Bawa Aspirasi ke Pusat, Pemuda Kusambi Apresiasi Bupati Muna Barat Atasi Kelangkaan BBM
MUBAR, TRIASPOLITIKA.ID – Pemuda Kecamatan Kusambi mengapresiasi langkah Bupati Muna Barat, La Ode Darwin, yang mengambil inisiatif membawa langsung aspirasi masyarakat terkait kelangkaan Bahan Bakar Minyak (BBM) ke pemerintah pusat melalui Direktorat Jenderal Minyak dan Gas Bumi (Ditjen Migas).
Ketua Pemuda Kusambi, Rahman Kusambi, mengatakan tindakan Bupati menunjukkan keseriusan pemerintah daerah merespons masalah yang telah mengganggu aktivitas sosial-ekonomi warga.

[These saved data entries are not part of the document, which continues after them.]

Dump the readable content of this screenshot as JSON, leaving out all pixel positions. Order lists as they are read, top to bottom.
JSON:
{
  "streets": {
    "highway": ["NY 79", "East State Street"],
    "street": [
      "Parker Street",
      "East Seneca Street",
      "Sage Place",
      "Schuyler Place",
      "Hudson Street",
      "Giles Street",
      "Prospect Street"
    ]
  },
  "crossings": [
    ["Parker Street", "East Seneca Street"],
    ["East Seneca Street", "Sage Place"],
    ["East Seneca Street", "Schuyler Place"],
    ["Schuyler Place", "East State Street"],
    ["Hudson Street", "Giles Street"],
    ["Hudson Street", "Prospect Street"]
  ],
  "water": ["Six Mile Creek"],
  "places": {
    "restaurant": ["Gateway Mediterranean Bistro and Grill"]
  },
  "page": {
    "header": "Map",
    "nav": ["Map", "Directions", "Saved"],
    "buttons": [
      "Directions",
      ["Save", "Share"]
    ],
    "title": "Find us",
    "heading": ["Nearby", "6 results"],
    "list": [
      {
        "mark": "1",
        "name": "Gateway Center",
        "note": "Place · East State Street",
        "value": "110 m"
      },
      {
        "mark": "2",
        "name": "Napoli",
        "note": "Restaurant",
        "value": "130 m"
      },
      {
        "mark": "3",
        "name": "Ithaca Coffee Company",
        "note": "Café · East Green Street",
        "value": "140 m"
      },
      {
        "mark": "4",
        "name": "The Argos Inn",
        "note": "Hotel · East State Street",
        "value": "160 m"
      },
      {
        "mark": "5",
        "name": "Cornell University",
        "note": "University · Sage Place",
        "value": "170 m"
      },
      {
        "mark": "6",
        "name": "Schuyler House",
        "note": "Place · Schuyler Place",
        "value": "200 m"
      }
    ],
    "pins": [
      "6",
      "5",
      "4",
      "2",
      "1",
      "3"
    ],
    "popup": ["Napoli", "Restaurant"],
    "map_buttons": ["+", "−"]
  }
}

“Langkah membawa persoalan kelangkaan BBM langsung ke tingkat pusat menunjukkan komitmen nyata pemerintah daerah dalam memperjuangkan kebutuhan rakyat,” kata Rahman, Jumat (28/8/2026).
Rahman menilai inisiatif itu strategis karena mampu mempercepat proses koordinasi untuk penambahan pasokan dan perbaikan mekanisme distribusi.
Ia berharap hasil komunikasi dengan Ditjen Migas menghasilkan kebijakan konkret, seperti penambahan kuota BBM, penataan agen dan pangkalan, serta pengawasan distribusi agar distribusi lebih merata dan adil bagi seluruh desa di Muna Barat.
“Kami berharap bukan hanya pernyataan, tapi ada tindak lanjut nyata, penambahan kuota, pengaturan ulang rute distribusi, dan pengawasan agar tidak terjadi penimbunan atau penyelewengan,” ujarnya.
Rahman menegaskan sikap pemuda adalah objektif, memberi dukungan bila pemerintah bekerja, namun akan tetap kritis jika kebijakan tak berpihak pada kepentingan masyarakat.
“Kritik dan dukungan harus berjalan seimbang. Ketika ada langkah nyata yang berpihak pada rakyat, kami wajib memberikan dukungan. Namun bila solusi tak maksimal, kami akan menyuarakan hal itu demi kepentingan publik,” katanya.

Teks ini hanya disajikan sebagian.